_WORK INSTRUCTIONS_
If a line in the data below contains the word "size", copy it out.

══ TASK MATERIAL ══

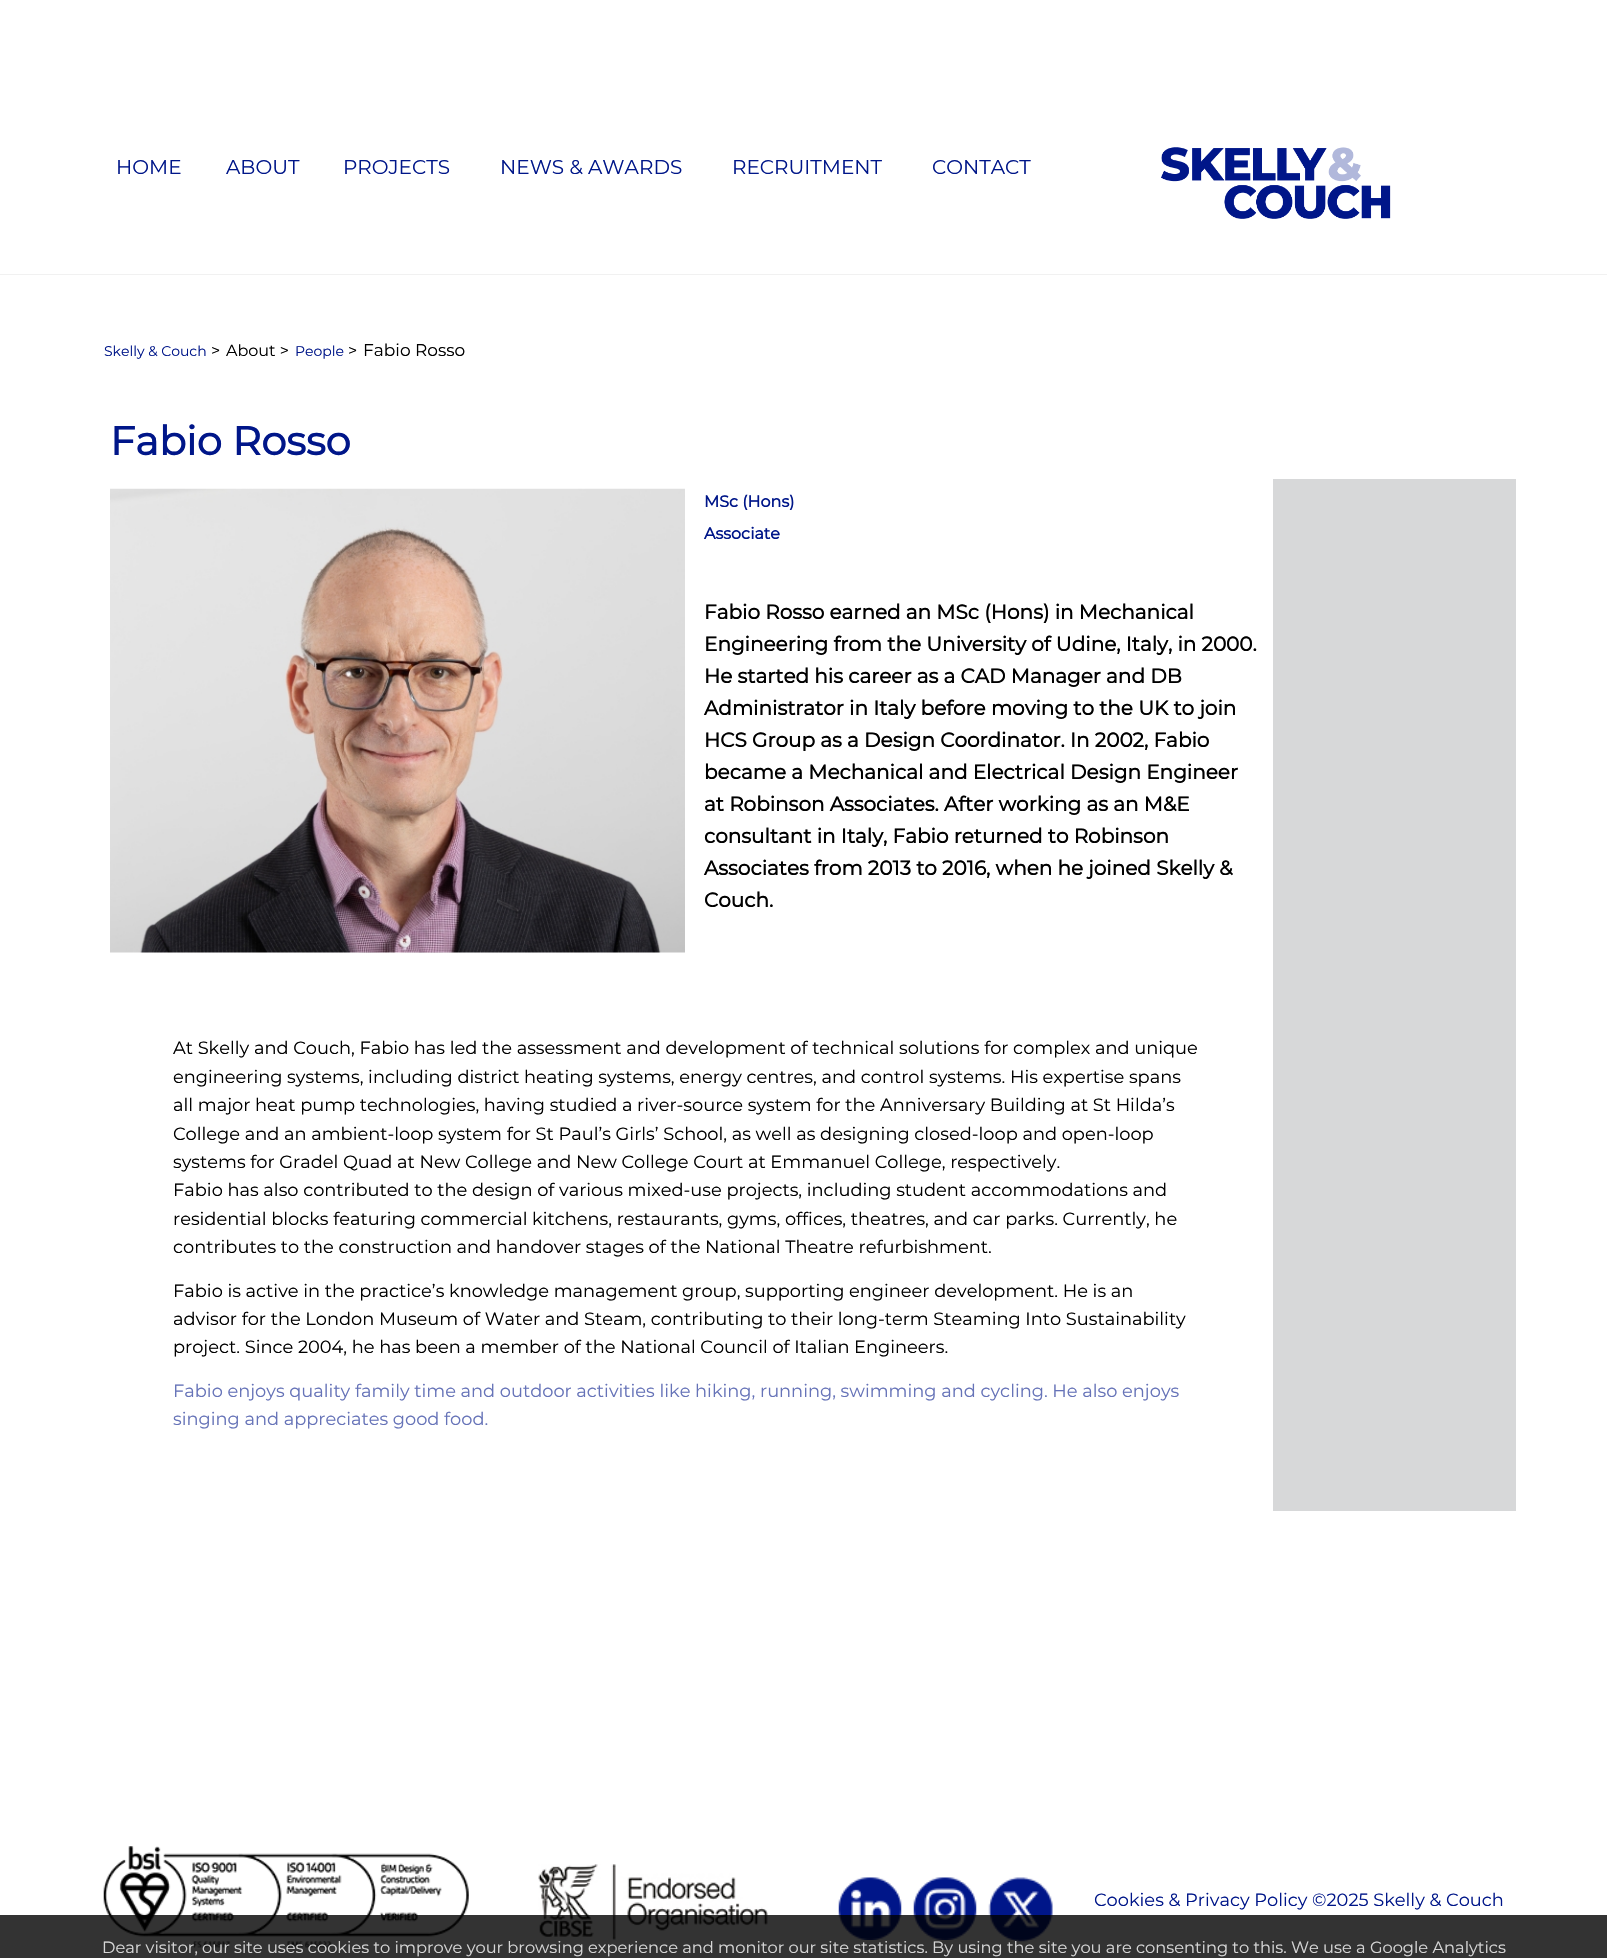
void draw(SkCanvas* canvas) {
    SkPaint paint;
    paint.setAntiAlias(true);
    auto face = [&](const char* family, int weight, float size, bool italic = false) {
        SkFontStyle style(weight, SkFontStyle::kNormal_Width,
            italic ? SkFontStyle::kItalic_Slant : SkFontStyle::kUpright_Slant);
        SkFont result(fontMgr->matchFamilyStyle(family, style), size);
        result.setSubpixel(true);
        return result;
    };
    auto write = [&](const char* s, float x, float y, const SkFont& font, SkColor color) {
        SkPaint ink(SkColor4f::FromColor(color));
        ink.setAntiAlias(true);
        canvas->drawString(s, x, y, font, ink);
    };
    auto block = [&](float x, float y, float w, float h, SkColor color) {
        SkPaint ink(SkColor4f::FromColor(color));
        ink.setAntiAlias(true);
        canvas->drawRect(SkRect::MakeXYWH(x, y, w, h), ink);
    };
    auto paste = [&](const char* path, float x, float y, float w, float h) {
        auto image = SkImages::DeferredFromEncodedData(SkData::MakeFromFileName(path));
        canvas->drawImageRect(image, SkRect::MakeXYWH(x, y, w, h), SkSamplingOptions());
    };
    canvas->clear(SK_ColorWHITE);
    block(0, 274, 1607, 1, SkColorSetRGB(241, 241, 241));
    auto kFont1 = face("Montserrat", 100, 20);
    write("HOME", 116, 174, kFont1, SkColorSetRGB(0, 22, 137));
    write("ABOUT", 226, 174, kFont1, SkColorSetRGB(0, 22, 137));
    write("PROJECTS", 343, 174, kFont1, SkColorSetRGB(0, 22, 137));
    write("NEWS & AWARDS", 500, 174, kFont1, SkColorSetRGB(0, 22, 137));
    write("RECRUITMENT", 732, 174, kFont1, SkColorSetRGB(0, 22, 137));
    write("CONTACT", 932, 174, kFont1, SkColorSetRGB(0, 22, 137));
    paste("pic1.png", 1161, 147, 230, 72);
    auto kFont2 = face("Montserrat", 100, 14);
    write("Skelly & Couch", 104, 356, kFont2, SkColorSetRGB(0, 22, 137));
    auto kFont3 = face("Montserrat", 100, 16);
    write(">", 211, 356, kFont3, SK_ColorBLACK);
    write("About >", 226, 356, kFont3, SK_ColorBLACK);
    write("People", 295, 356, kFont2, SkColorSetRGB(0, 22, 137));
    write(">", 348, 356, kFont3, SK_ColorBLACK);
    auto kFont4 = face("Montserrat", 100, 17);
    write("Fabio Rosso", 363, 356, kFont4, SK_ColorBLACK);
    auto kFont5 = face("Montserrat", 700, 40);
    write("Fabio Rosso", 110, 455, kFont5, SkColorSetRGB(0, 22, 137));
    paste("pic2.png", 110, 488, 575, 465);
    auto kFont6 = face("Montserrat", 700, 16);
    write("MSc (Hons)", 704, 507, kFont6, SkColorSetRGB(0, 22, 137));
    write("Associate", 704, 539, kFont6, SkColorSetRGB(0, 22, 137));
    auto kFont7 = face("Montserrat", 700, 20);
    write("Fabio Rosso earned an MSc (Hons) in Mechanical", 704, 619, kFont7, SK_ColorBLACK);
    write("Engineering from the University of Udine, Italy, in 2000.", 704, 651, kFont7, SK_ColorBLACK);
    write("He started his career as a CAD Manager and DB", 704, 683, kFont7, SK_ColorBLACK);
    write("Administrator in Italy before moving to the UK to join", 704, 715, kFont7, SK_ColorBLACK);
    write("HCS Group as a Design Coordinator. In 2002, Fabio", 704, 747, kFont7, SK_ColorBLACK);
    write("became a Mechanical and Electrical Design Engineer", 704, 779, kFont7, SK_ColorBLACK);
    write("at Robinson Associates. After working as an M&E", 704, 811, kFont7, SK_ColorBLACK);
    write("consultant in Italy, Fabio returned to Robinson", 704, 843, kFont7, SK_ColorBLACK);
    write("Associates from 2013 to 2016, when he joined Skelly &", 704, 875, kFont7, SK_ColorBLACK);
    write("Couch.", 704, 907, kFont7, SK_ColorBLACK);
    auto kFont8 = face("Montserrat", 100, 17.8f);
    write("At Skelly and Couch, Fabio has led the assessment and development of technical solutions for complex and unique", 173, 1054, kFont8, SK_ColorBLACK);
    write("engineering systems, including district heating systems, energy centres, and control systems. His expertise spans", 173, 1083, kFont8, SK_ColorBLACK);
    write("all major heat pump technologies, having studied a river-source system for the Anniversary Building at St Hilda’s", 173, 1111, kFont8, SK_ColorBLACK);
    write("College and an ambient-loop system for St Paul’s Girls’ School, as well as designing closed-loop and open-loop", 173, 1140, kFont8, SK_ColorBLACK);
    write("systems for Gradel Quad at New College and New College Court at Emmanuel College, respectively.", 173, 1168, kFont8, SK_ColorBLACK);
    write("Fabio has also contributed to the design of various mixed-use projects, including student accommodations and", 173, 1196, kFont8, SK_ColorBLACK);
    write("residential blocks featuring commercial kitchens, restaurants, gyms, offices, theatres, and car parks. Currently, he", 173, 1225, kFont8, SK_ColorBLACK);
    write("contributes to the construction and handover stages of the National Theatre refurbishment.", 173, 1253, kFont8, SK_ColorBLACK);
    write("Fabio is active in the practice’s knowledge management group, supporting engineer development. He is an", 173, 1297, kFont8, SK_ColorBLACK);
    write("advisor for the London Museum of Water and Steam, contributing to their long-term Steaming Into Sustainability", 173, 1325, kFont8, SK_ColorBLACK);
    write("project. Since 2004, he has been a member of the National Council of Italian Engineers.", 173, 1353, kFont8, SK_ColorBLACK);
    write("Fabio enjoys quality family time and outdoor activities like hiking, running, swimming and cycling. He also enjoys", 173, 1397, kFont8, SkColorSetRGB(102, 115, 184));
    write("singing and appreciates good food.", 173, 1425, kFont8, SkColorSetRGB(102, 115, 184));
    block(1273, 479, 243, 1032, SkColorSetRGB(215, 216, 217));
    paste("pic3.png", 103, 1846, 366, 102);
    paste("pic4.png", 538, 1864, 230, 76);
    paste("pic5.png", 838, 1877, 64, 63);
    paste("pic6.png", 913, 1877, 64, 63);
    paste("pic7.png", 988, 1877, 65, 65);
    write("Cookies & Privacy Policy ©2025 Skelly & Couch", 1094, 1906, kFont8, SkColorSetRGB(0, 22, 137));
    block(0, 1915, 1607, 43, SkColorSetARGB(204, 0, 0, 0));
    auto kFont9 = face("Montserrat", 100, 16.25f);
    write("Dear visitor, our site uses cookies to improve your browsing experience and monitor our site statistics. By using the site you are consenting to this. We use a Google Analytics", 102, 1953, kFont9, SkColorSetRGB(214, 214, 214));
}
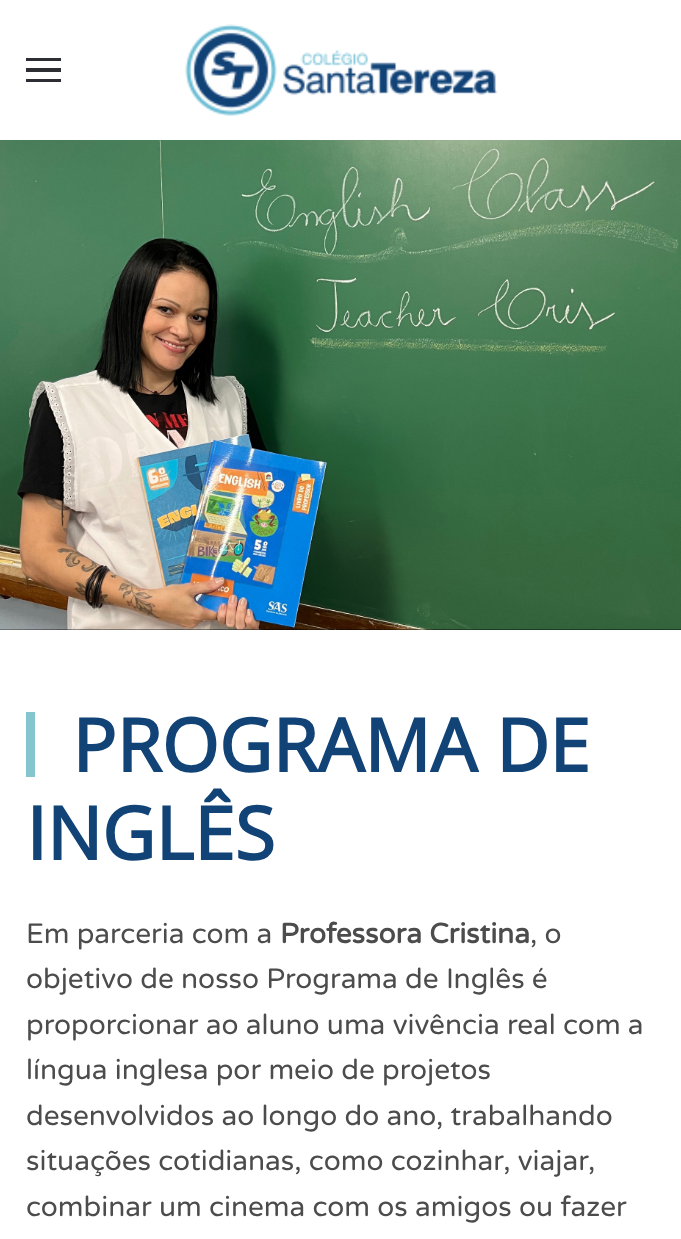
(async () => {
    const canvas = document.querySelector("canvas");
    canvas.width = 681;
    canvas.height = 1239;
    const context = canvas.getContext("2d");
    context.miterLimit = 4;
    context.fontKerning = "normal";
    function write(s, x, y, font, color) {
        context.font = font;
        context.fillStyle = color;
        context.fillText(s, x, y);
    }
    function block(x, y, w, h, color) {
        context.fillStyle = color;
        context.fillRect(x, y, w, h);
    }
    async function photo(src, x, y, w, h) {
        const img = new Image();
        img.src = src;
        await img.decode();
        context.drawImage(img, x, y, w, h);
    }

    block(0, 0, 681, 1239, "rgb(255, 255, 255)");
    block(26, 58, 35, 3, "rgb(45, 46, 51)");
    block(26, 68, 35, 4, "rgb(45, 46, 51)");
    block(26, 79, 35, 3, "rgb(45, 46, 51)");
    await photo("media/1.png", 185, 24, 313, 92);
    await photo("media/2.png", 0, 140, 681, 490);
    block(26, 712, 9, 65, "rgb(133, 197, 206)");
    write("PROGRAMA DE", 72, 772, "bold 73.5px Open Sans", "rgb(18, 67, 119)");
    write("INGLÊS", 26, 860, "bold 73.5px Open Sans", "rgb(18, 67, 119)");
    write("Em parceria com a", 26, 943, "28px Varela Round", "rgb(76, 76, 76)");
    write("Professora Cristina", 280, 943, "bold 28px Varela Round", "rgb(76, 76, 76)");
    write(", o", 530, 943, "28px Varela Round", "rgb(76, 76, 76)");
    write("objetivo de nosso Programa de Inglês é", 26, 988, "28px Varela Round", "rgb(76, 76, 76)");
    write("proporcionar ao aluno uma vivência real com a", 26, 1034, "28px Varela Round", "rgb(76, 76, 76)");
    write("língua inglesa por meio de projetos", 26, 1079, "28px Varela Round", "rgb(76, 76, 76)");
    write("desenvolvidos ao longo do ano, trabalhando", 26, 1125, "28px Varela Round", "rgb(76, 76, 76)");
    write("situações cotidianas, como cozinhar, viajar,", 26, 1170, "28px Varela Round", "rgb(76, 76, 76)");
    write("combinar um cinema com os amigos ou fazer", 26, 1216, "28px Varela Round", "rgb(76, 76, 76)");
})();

═══

_ANSWER FOR THIS EXERCISE_
    auto face = [&](const char* family, int weight, float size, bool italic = false) {
        SkFont result(fontMgr->matchFamilyStyle(family, style), size);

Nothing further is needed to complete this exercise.